Ferreira began working on the business with her brother, Scott, in high school and continued to do so during her first two years in college. When she saw a tweet from Branson asking people to 'donate $US2,000 to charity,' for a chance to meet the mogul in Miami two days later for 'intimate cocktails,' Ferreira and her brother decided to borrow the money from their parents.
They were able to meet Branson and interested him enough that he came on as an investor and later brought on Murdock. Last summer, Reputation.com bought the company for an undisclosed sum.

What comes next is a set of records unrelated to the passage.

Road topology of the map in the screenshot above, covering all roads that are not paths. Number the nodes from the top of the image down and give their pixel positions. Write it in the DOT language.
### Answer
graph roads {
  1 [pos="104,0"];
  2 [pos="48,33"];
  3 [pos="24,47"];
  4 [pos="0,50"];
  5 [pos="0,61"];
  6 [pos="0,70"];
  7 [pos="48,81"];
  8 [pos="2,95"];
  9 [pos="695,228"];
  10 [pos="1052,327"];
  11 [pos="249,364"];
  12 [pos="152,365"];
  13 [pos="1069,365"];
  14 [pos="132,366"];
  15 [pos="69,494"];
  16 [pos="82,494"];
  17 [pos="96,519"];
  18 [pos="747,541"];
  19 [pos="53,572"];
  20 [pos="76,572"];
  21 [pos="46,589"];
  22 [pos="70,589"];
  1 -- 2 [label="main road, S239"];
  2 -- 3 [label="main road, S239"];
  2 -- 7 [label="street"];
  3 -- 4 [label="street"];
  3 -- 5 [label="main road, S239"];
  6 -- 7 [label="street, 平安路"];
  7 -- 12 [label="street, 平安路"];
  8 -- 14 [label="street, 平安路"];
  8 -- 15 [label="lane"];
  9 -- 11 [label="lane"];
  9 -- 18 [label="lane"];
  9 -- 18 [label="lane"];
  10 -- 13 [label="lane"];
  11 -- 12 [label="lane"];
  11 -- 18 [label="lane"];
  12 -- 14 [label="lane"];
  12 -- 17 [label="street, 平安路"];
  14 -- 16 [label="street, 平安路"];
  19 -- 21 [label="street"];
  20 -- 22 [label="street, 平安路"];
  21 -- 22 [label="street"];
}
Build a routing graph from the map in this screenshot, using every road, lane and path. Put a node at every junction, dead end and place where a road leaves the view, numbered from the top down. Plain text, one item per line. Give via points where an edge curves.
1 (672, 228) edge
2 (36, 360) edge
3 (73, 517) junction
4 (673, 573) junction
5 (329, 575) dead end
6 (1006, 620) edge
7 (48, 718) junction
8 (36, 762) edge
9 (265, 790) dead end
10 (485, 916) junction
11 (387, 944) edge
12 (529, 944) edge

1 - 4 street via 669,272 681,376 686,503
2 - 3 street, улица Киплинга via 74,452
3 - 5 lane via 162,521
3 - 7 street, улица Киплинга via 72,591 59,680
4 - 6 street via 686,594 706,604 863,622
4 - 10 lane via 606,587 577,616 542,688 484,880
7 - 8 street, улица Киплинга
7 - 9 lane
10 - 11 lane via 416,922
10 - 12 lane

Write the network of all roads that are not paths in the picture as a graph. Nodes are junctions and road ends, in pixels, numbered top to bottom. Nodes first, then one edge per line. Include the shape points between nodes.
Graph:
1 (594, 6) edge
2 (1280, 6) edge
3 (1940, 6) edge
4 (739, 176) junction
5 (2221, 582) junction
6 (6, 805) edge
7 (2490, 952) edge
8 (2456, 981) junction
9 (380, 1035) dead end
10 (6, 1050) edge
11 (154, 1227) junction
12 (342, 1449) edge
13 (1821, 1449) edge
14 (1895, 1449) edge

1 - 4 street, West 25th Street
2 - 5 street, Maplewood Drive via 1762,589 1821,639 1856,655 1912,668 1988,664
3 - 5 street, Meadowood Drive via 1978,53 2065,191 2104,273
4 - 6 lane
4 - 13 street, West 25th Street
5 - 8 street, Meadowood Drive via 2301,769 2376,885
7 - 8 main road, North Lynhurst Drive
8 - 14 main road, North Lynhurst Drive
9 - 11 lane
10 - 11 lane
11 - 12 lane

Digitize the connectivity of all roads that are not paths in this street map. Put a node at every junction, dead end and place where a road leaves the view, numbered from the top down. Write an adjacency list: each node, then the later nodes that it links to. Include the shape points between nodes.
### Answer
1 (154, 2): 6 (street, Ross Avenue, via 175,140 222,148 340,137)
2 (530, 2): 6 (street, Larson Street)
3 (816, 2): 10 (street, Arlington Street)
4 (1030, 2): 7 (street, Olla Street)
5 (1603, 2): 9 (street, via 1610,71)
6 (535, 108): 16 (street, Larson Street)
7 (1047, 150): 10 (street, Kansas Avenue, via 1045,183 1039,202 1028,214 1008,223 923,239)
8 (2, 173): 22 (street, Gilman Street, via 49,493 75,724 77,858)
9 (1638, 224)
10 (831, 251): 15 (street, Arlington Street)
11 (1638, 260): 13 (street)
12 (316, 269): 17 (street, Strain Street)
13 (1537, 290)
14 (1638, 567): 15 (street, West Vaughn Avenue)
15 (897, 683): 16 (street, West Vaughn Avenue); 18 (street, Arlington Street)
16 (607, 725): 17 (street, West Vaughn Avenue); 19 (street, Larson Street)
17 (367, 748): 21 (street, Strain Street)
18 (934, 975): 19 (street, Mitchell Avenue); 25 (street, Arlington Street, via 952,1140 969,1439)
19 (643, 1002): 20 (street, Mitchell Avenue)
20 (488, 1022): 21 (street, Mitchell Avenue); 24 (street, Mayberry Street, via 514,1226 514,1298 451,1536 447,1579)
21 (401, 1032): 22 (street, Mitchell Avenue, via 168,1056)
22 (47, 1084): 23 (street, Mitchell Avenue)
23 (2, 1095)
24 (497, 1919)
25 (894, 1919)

Ek left his studies in engineering at the Royal Institute of Technology in Sweden after eight weeks in 2005, but became a millionaire just a few years later.
At the age of 14, Ek founded his first company, at age 15 he was reportedly raking in $US50,000 a month building websites, and at age 16, he applied for an engineering job at Google. Five years later, he co-founded Spotify. The company now has more than 24 million subscribers worldwide.
Zach Sims started Codecademy, which has over a million users and raised more than $US10 million from investors last year, including Richard Branson.
Sims dropped out of Columbia in 2011 to build Codecademy. The startup was inspired by the fact that Sims wasn't as good of a coder as classmate and co-founder Ryan Bubinski. Within just a few years it's being used in some 200 countries.
In 2012, the company raised more than $US10 million in funding from investors including Richard Branson to support its vision of making it possible for anybody to learn how to code.
Ben Milne turned his payment platform from a $US1,200 investment to a multimillion-dollar company by the age of 22.
A decade ago, 29-year-old Ben Milne dropped out of the University of Northern Iowa to start his first company, Elemental Designs. In 2008, he moved on to Dwolla, an online payment system that competes with credit cards.
'I started college because I thought that's where I was supposed to go,' Milne told Business Insider. 'I applied to one college, I got in, went, and realised it wasn't for me. I had customers so I stopped going to class.'
Dwolla is moving 'millions' of dollars in transactions daily it says, and has raised nearly $US23 million in venture investment.